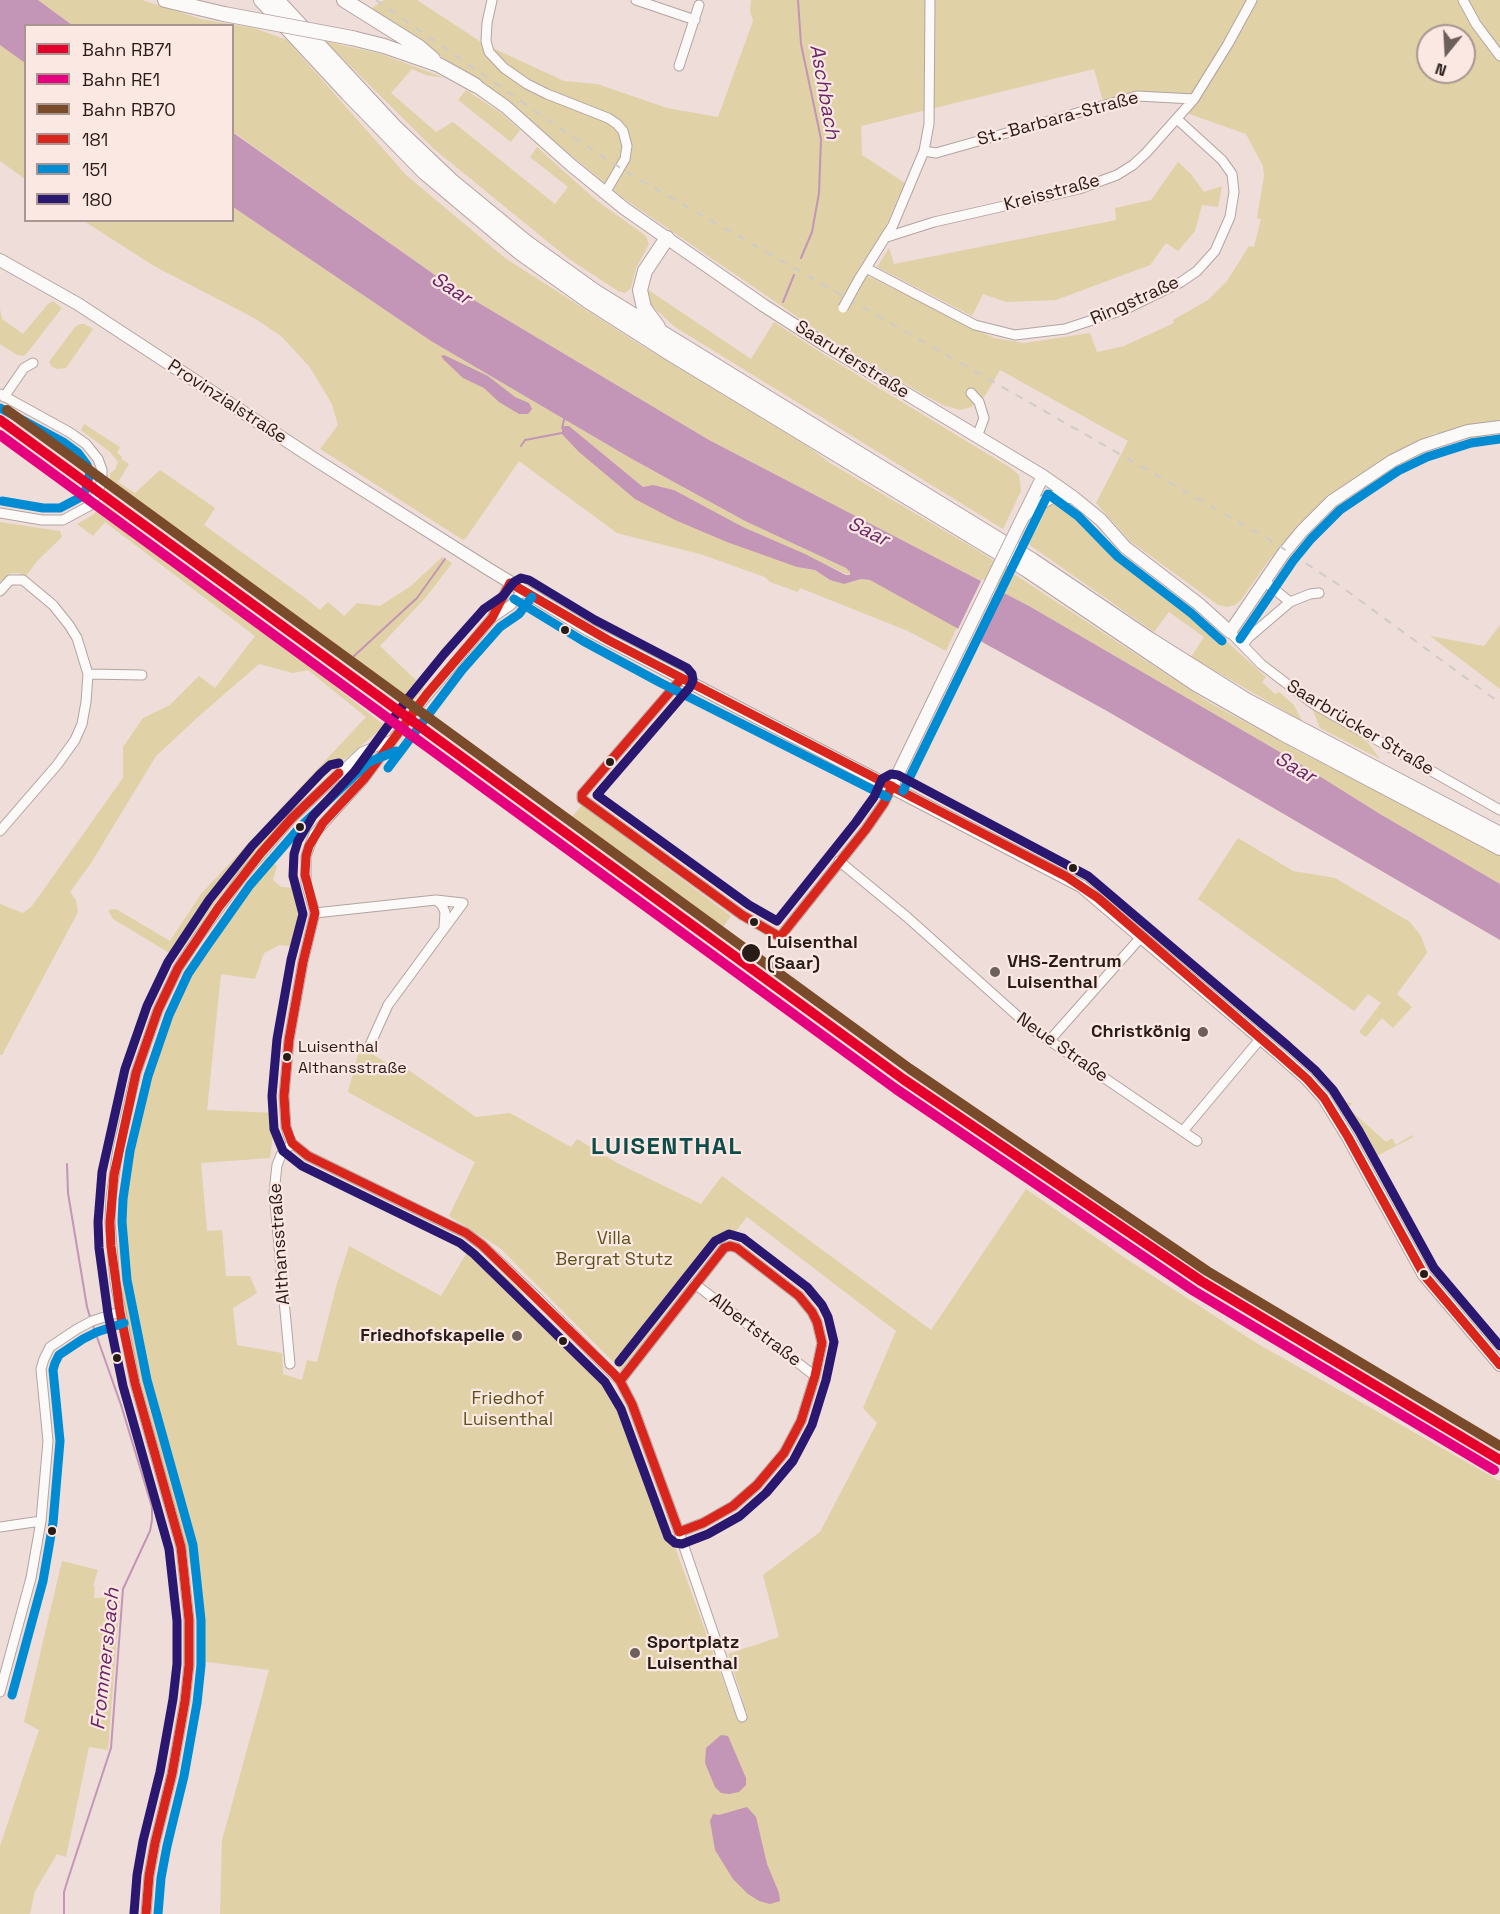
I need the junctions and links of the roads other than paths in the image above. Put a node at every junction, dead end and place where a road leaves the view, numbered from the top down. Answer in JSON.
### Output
{"nodes":[{"id":1,"x":165,"y":0,"type":"edge"},
{"id":2,"x":261,"y":0,"type":"edge"},
{"id":3,"x":277,"y":0,"type":"edge"},
{"id":4,"x":344,"y":0,"type":"edge"},
{"id":5,"x":492,"y":0,"type":"edge"},
{"id":6,"x":638,"y":0,"type":"edge"},
{"id":7,"x":930,"y":0,"type":"edge"},
{"id":8,"x":1252,"y":0,"type":"edge"},
{"id":9,"x":1463,"y":0,"type":"edge"},
{"id":10,"x":699,"y":5,"type":"dead end"},
{"id":11,"x":694,"y":20,"type":"junction"},
{"id":12,"x":1500,"y":56,"type":"edge"},
{"id":13,"x":439,"y":65,"type":"junction"},
{"id":14,"x":679,"y":66,"type":"dead end"},
{"id":15,"x":475,"y":85,"type":"joint"},
{"id":16,"x":1194,"y":99,"type":"junction"},
{"id":17,"x":1177,"y":118,"type":"junction"},
{"id":18,"x":924,"y":151,"type":"junction"},
{"id":19,"x":605,"y":193,"type":"junction"},
{"id":20,"x":886,"y":237,"type":"junction"},
{"id":21,"x":667,"y":238,"type":"junction"},
{"id":22,"x":0,"y":260,"type":"edge"},
{"id":23,"x":866,"y":268,"type":"junction"},
{"id":24,"x":843,"y":308,"type":"dead end"},
{"id":25,"x":678,"y":344,"type":"junction"},
{"id":26,"x":33,"y":363,"type":"dead end"},
{"id":27,"x":711,"y":370,"type":"junction"},
{"id":28,"x":971,"y":393,"type":"dead end"},
{"id":29,"x":2,"y":396,"type":"edge"},
{"id":30,"x":1500,"y":427,"type":"edge"},
{"id":31,"x":977,"y":437,"type":"junction"},
{"id":32,"x":1043,"y":476,"type":"junction"},
{"id":33,"x":1073,"y":497,"type":"junction"},
{"id":34,"x":0,"y":513,"type":"edge"},
{"id":35,"x":1019,"y":524,"type":"junction"},
{"id":36,"x":1264,"y":581,"type":"junction"},
{"id":37,"x":510,"y":583,"type":"junction"},
{"id":38,"x":523,"y":590,"type":"junction"},
{"id":39,"x":0,"y":591,"type":"edge"},
{"id":40,"x":1319,"y":593,"type":"dead end"},
{"id":41,"x":1290,"y":602,"type":"junction"},
{"id":42,"x":492,"y":618,"type":"junction"},
{"id":43,"x":1230,"y":633,"type":"junction"},
{"id":44,"x":1242,"y":645,"type":"junction"},
{"id":45,"x":88,"y":674,"type":"junction"},
{"id":46,"x":142,"y":675,"type":"dead end"},
{"id":47,"x":681,"y":679,"type":"junction"},
{"id":48,"x":417,"y":708,"type":"tunnel mouth"},
{"id":49,"x":336,"y":776,"type":"junction"},
{"id":50,"x":364,"y":779,"type":"junction"},
{"id":51,"x":892,"y":786,"type":"junction"},
{"id":52,"x":1500,"y":810,"type":"edge"},
{"id":53,"x":0,"y":831,"type":"edge"},
{"id":54,"x":1500,"y":834,"type":"edge"},
{"id":55,"x":1500,"y":848,"type":"edge"},
{"id":56,"x":839,"y":861,"type":"junction"},
{"id":57,"x":436,"y":900,"type":"junction"},
{"id":58,"x":315,"y":913,"type":"junction"},
{"id":59,"x":444,"y":929,"type":"junction"},
{"id":60,"x":1142,"y":936,"type":"junction"},
{"id":61,"x":1261,"y":1038,"type":"junction"},
{"id":62,"x":1049,"y":1041,"type":"junction"},
{"id":63,"x":369,"y":1047,"type":"dead end"},
{"id":64,"x":1183,"y":1131,"type":"junction"},
{"id":65,"x":1197,"y":1141,"type":"dead end"},
{"id":66,"x":292,"y":1143,"type":"junction"},
{"id":67,"x":695,"y":1284,"type":"junction"},
{"id":68,"x":120,"y":1312,"type":"junction"},
{"id":69,"x":290,"y":1364,"type":"dead end"},
{"id":70,"x":1500,"y":1365,"type":"edge"},
{"id":71,"x":815,"y":1376,"type":"junction"},
{"id":72,"x":620,"y":1381,"type":"junction"},
{"id":73,"x":41,"y":1521,"type":"junction"},
{"id":74,"x":0,"y":1527,"type":"edge"},
{"id":75,"x":679,"y":1532,"type":"junction"},
{"id":76,"x":0,"y":1692,"type":"edge"},
{"id":77,"x":742,"y":1717,"type":"dead end"},
{"id":78,"x":146,"y":1914,"type":"edge"}],
"edges":[{"from":1,"to":13,"type":"highway","bridge":true},
{"from":2,"to":27,"type":"highway"},
{"from":3,"to":25,"type":"highway"},
{"from":4,"to":13,"type":"highway"},
{"from":5,"to":19,"type":"street"},
{"from":6,"to":11,"type":"street"},
{"from":7,"to":18,"type":"street"},
{"from":8,"to":16,"type":"street","name":"Kreisstraße"},
{"from":9,"to":12,"type":"street"},
{"from":10,"to":11,"type":"street"},
{"from":11,"to":14,"type":"street"},
{"from":13,"to":15,"type":"highway"},
{"from":15,"to":19,"type":"main road","name":"Saaruferstraße"},
{"from":16,"to":17,"type":"street","name":"Kreisstraße"},
{"from":16,"to":18,"type":"street","name":"St.-Barbara-Straße"},
{"from":17,"to":20,"type":"street","name":"Kreisstraße"},
{"from":17,"to":23,"type":"street","name":"Ringstraße"},
{"from":18,"to":20,"type":"street"},
{"from":19,"to":21,"type":"main road","name":"Saaruferstraße"},
{"from":20,"to":23,"type":"street"},
{"from":21,"to":25,"type":"highway"},
{"from":21,"to":31,"type":"main road","name":"Saaruferstraße"},
{"from":22,"to":37,"type":"main road","name":"Provinzialstraße"},
{"from":23,"to":24,"type":"street","bridge":true},
{"from":25,"to":27,"type":"highway"},
{"from":26,"to":29,"type":"street"},
{"from":27,"to":54,"type":"highway"},
{"from":27,"to":55,"type":"highway"},
{"from":28,"to":31,"type":"street"},
{"from":29,"to":34,"type":"street"},
{"from":30,"to":36,"type":"main road"},
{"from":31,"to":32,"type":"main road","name":"Saaruferstraße"},
{"from":32,"to":33,"type":"main road","name":"Saaruferstraße"},
{"from":32,"to":35,"type":"main road"},
{"from":33,"to":35,"type":"main road"},
{"from":33,"to":43,"type":"main road","name":"Saaruferstraße"},
{"from":35,"to":51,"type":"main road","bridge":true},
{"from":36,"to":41,"type":"street"},
{"from":36,"to":43,"type":"main road"},
{"from":37,"to":38,"type":"main road","name":"Provinzialstraße"},
{"from":37,"to":42,"type":"street"},
{"from":38,"to":42,"type":"street"},
{"from":38,"to":47,"type":"main road","name":"Provinzialstraße"},
{"from":39,"to":45,"type":"street"},
{"from":40,"to":41,"type":"street"},
{"from":41,"to":44,"type":"street"},
{"from":42,"to":48,"type":"street"},
{"from":43,"to":44,"type":"street","name":"Saarbrücker Straße"},
{"from":44,"to":52,"type":"street","name":"Saarbrücker Straße"},
{"from":45,"to":46,"type":"street"},
{"from":45,"to":53,"type":"street"},
{"from":47,"to":51,"type":"main road","name":"Provinzialstraße"},
{"from":47,"to":56,"type":"street"},
{"from":49,"to":50,"type":"street"},
{"from":49,"to":50,"type":"street"},
{"from":49,"to":68,"type":"street"},
{"from":50,"to":58,"type":"street"},
{"from":51,"to":56,"type":"street"},
{"from":51,"to":60,"type":"main road","name":"Provinzialstraße"},
{"from":56,"to":62,"type":"street","name":"Neue Straße"},
{"from":57,"to":58,"type":"street"},
{"from":57,"to":59,"type":"street"},
{"from":57,"to":59,"type":"street"},
{"from":58,"to":66,"type":"street"},
{"from":59,"to":63,"type":"street"},
{"from":60,"to":61,"type":"main road","name":"Provinzialstraße"},
{"from":60,"to":62,"type":"street"},
{"from":61,"to":64,"type":"street"},
{"from":61,"to":70,"type":"main road","name":"Provinzialstraße"},
{"from":62,"to":64,"type":"street","name":"Neue Straße"},
{"from":64,"to":65,"type":"street","name":"Neue Straße"},
{"from":66,"to":69,"type":"street","name":"Althansstraße"},
{"from":66,"to":72,"type":"street"},
{"from":67,"to":71,"type":"street","name":"Albertstraße"},
{"from":67,"to":71,"type":"street","name":"Albertstraße"},
{"from":67,"to":72,"type":"street","name":"Albertstraße"},
{"from":68,"to":73,"type":"street"},
{"from":68,"to":78,"type":"street"},
{"from":71,"to":75,"type":"street","name":"Albertstraße"},
{"from":72,"to":75,"type":"street"},
{"from":73,"to":74,"type":"street"},
{"from":73,"to":76,"type":"street"},
{"from":75,"to":77,"type":"street"}]}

--------------------

Exercise details. Some lines of the records may contain the string "Saarbrücker". State how many do, as a number alone.

The completed task. 2